EXERCISE INSTRUCTIONS
Every line below that contains "each" is to be copied.

ENTRIES PROVIDED
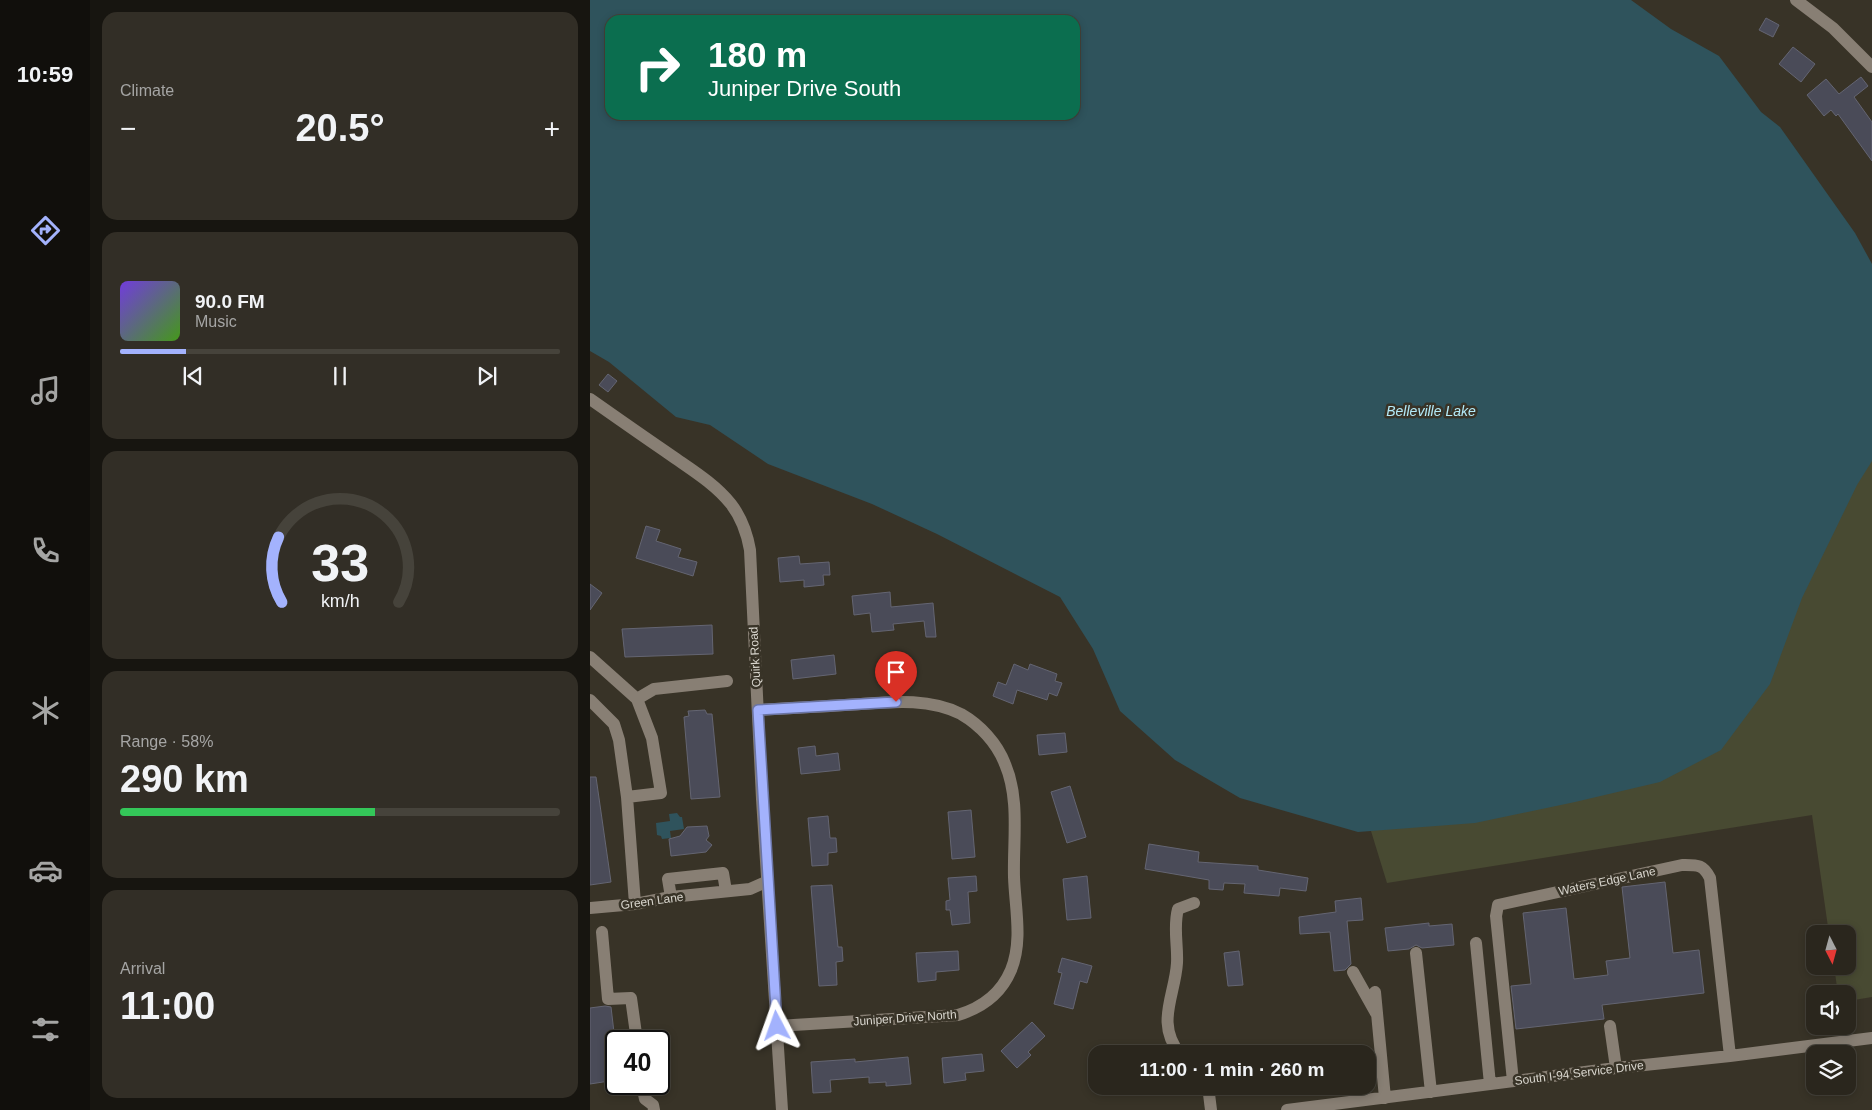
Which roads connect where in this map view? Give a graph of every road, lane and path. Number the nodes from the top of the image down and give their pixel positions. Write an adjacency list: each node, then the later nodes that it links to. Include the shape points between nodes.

==

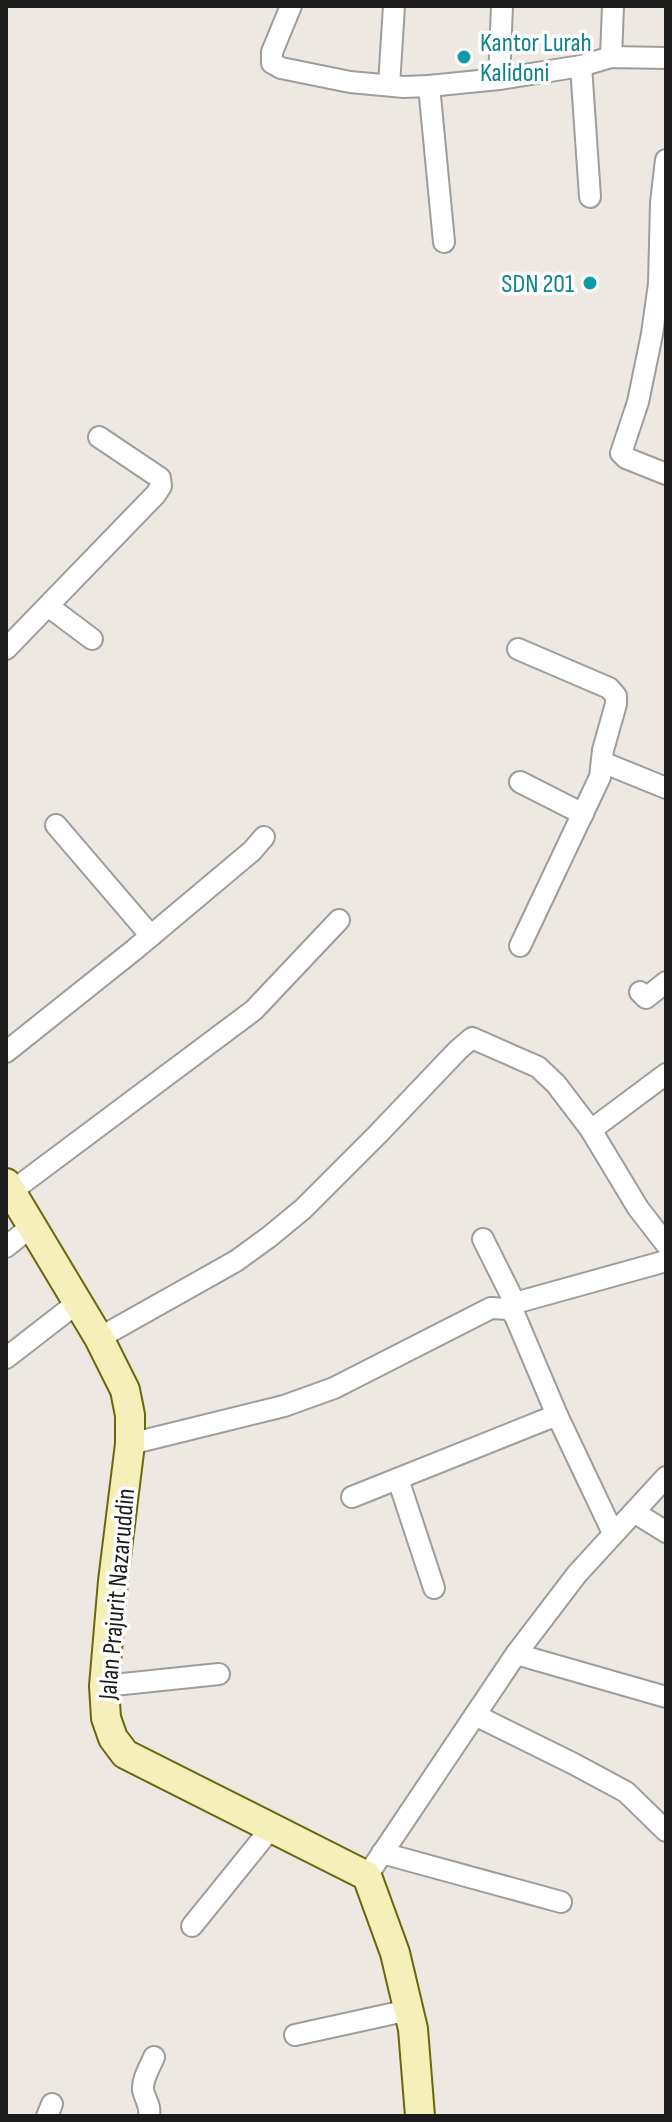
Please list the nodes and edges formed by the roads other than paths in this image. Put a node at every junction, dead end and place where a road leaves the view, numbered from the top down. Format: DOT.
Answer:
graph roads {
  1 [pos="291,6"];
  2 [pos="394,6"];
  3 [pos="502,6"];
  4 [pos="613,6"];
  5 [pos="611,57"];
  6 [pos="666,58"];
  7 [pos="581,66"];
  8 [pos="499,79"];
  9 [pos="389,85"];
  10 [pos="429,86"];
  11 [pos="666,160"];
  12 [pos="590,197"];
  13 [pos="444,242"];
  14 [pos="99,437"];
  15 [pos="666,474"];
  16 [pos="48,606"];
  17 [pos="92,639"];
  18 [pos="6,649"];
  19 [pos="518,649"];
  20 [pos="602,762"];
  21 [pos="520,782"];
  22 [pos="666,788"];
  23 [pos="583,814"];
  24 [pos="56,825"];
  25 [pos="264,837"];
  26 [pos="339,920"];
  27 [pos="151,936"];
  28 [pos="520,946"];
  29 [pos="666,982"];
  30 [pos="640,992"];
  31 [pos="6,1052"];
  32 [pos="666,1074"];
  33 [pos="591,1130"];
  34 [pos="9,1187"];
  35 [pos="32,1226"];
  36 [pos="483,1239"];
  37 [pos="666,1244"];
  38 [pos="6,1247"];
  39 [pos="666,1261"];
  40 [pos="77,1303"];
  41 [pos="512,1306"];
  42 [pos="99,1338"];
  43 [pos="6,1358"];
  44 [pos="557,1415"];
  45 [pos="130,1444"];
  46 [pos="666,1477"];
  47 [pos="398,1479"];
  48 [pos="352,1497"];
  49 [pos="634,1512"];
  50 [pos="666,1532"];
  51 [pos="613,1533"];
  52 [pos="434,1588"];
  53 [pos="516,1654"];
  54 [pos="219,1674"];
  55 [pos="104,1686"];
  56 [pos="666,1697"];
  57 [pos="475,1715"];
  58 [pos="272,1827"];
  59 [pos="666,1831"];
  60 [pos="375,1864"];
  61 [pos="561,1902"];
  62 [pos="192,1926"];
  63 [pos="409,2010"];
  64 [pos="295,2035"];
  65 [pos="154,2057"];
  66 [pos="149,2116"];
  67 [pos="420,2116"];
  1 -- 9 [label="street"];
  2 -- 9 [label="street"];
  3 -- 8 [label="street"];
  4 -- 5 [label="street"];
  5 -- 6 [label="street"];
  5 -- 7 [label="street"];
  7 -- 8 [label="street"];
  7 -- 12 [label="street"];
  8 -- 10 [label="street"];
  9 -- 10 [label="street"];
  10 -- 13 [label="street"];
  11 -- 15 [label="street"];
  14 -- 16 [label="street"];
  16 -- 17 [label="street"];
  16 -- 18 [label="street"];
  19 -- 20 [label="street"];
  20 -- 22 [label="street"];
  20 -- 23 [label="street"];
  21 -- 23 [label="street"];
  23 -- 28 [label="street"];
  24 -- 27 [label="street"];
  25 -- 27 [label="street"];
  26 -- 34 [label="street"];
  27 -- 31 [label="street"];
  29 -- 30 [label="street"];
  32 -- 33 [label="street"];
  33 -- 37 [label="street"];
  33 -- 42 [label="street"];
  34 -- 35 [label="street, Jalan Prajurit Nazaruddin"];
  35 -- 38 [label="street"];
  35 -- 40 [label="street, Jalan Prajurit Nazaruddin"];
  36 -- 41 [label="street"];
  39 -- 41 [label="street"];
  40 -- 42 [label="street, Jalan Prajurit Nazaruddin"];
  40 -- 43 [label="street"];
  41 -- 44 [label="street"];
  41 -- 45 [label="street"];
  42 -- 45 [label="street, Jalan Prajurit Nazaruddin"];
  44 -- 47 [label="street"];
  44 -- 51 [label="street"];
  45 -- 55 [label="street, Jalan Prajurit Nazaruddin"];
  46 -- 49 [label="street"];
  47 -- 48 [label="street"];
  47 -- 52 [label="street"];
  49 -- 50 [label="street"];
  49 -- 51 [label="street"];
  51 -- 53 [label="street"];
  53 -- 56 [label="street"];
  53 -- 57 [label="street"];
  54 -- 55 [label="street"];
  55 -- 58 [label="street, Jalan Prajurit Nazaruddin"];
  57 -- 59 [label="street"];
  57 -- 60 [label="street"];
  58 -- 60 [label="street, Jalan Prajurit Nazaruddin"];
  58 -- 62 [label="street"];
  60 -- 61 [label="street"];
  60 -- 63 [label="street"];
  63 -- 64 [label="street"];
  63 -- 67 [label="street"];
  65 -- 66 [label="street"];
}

* * *

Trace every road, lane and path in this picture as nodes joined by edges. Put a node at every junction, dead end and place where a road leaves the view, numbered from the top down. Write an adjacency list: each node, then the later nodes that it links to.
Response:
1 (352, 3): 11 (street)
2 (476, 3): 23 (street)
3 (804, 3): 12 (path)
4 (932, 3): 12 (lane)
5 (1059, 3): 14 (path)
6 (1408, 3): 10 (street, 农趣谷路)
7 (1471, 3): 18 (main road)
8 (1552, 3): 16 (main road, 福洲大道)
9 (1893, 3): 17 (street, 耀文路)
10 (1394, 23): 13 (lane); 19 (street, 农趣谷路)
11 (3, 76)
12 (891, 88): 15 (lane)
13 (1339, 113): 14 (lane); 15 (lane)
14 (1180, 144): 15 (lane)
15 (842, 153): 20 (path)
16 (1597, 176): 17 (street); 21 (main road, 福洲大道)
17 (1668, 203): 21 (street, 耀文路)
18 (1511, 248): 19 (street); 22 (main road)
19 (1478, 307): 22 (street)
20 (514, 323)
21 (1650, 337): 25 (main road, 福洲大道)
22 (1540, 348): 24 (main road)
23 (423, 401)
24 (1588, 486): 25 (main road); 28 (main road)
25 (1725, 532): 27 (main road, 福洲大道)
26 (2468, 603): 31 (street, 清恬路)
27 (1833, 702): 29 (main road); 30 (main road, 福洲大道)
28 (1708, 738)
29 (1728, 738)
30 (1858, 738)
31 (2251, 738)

RESPONSE FOR THIS EXERCISE
Which roads connect where in this map view? Give a graph of every road, lane and path. Number the nodes from the top of the image down and give their pixel positions. Write an adjacency list: each node, then the later nodes that it links to. Include the shape points between nodes.
Trace every road, lane and path in this picture as nodes joined by edges. Put a node at every junction, dead end and place where a road leaves the view, numbered from the top down. Write an adjacency list: each node, then the later nodes that it links to.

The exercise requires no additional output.